## What to work on
Please say how many lines in the records below contain the word "ends", giving only the number.

===== Data for this exercise =====

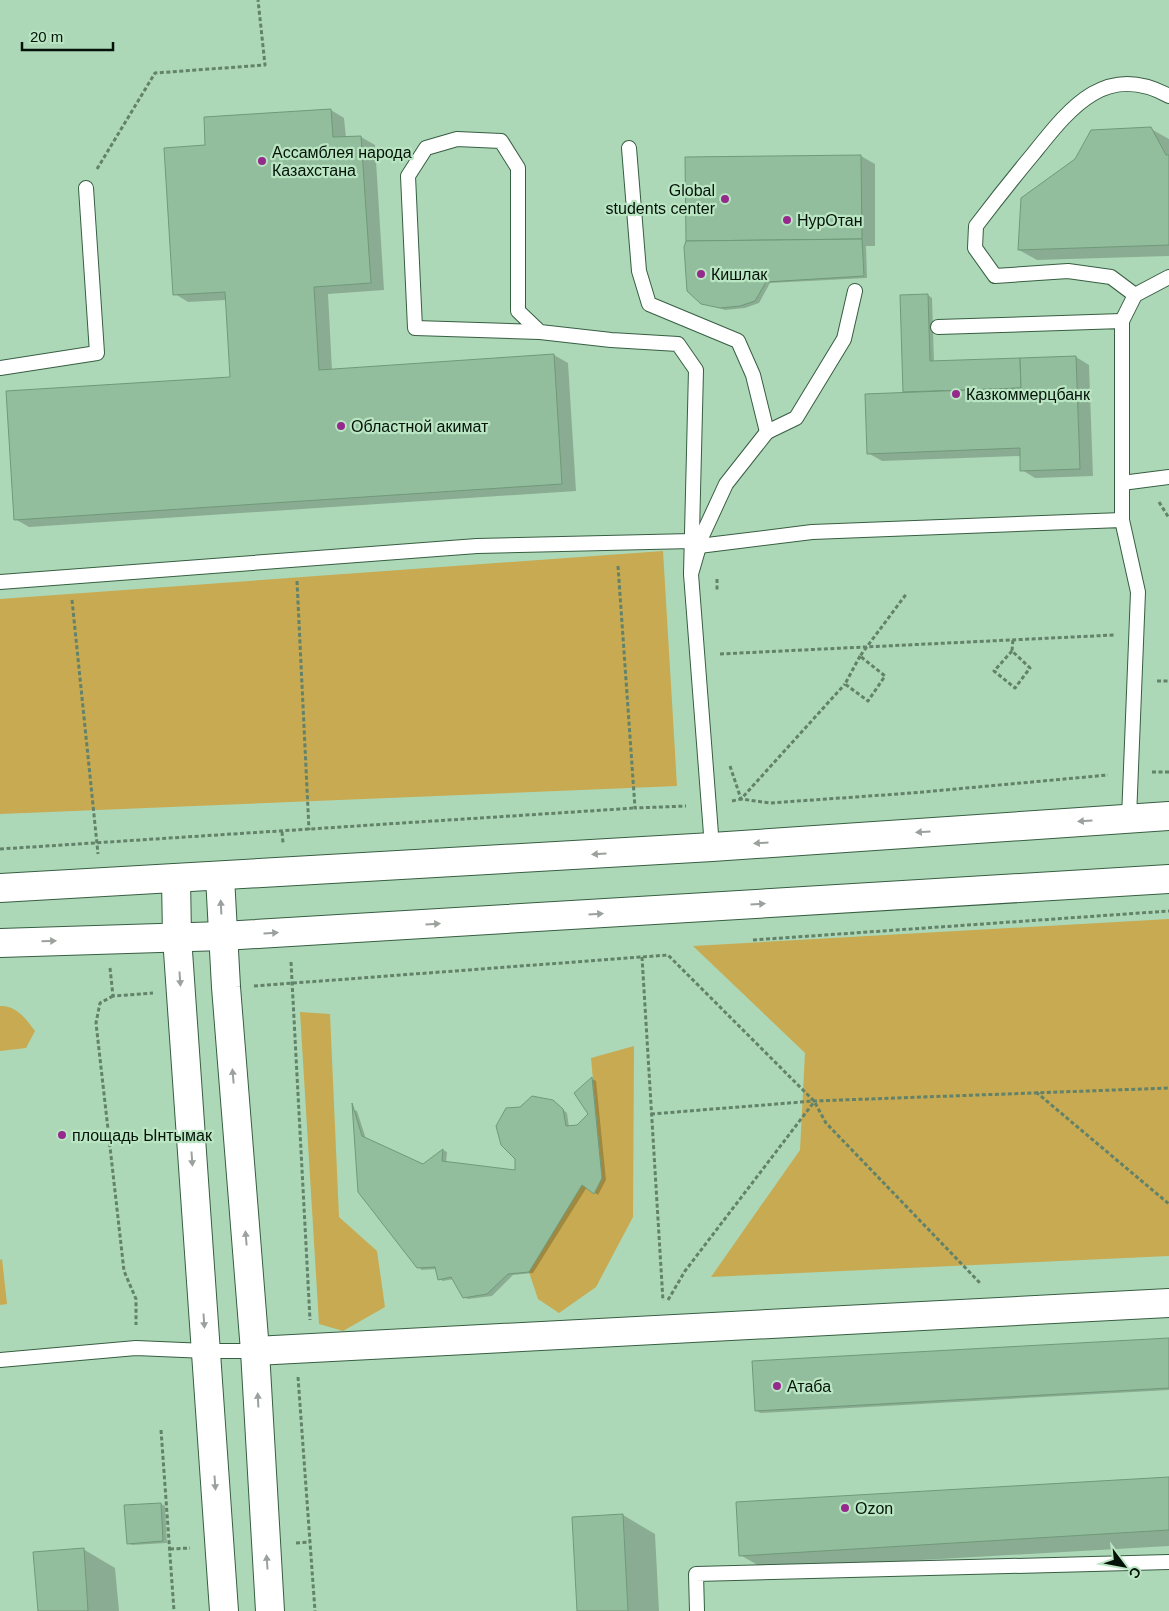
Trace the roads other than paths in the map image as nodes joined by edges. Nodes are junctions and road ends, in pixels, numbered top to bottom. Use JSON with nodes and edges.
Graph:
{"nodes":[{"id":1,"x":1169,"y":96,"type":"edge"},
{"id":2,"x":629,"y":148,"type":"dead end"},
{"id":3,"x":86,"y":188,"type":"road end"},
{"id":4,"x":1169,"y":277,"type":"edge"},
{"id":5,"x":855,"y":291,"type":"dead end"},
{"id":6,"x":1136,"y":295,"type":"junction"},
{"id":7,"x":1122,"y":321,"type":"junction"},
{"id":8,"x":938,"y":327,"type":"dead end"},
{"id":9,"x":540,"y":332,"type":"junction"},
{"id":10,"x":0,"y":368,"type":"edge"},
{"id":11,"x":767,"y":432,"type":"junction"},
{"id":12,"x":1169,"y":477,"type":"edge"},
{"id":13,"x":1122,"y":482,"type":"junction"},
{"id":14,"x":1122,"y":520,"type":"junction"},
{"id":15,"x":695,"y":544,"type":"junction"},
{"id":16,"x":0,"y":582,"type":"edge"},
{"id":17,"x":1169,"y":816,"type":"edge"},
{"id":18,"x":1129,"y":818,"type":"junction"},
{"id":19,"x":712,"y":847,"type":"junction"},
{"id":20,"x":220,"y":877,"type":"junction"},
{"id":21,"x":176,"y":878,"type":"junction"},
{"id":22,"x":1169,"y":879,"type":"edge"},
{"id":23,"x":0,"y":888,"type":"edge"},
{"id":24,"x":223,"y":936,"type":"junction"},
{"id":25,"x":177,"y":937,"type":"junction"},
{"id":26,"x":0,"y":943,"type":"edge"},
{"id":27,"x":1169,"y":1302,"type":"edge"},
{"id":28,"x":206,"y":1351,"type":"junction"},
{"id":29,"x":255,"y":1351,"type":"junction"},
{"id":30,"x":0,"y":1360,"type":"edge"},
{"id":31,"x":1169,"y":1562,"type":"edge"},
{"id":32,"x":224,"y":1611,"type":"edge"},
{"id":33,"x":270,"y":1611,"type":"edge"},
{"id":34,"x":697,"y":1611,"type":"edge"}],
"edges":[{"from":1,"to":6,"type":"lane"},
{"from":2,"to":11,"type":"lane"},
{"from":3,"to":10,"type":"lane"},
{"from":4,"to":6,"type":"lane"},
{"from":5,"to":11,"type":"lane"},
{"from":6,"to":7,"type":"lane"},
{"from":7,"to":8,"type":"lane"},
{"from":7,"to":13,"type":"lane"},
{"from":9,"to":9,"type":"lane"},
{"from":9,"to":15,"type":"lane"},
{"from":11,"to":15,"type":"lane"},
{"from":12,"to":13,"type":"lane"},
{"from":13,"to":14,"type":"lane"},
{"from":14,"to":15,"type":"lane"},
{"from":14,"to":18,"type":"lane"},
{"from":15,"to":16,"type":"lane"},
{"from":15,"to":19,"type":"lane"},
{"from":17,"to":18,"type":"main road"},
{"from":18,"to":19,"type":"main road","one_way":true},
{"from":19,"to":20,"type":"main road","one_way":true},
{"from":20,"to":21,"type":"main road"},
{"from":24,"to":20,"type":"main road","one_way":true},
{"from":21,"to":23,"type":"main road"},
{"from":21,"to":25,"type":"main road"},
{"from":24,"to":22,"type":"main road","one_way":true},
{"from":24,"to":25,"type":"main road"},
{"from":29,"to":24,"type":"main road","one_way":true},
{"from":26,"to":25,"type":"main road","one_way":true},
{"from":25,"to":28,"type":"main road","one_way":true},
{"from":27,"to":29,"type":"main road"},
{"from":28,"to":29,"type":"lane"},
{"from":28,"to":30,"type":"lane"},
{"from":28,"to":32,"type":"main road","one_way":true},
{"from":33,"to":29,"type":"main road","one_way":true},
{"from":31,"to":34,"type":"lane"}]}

=====
===== Data for this exercise =====

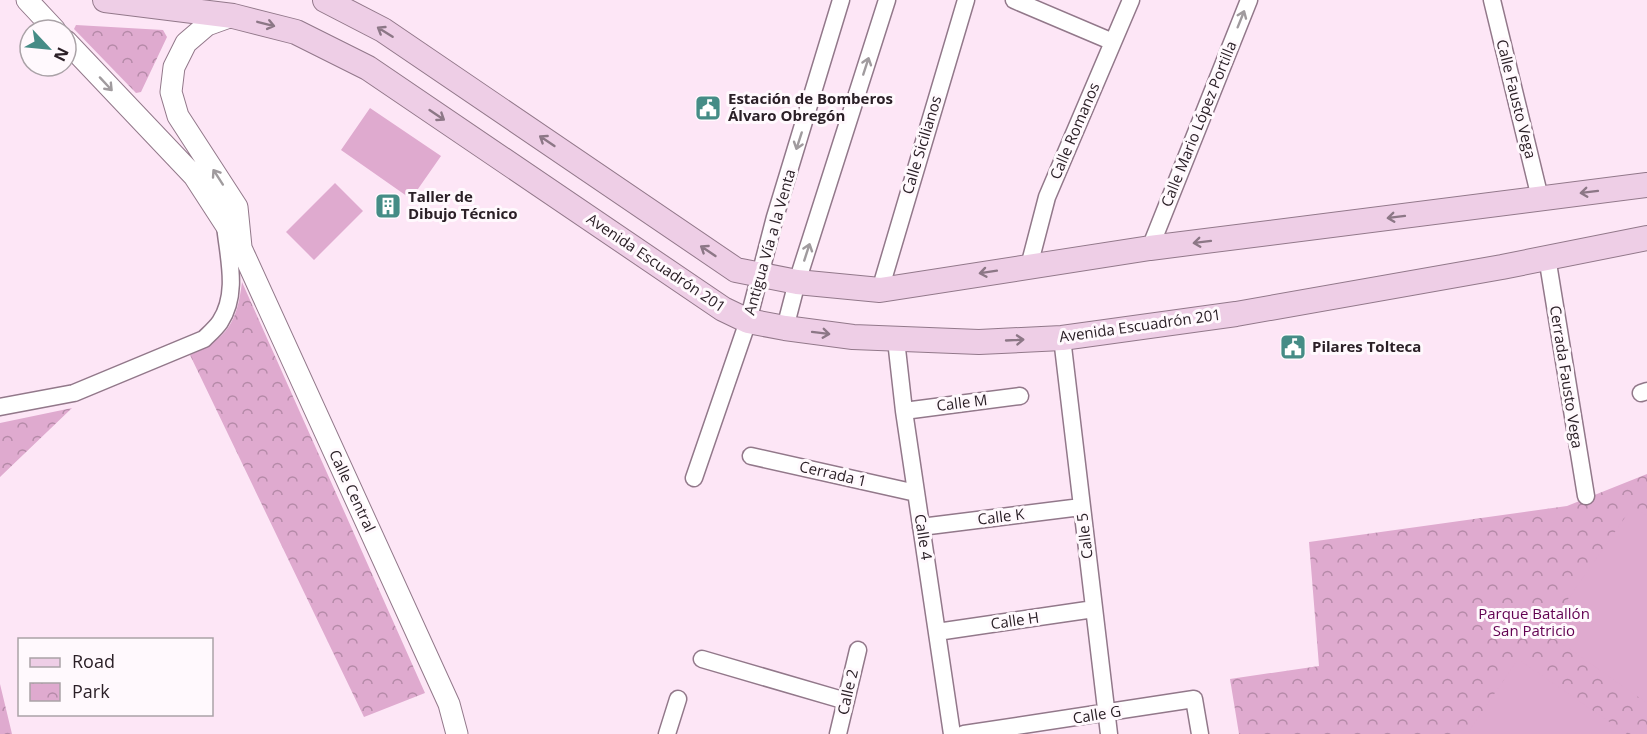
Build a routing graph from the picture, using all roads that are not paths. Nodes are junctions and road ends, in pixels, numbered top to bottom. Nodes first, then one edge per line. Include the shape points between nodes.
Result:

=====

## Solution
2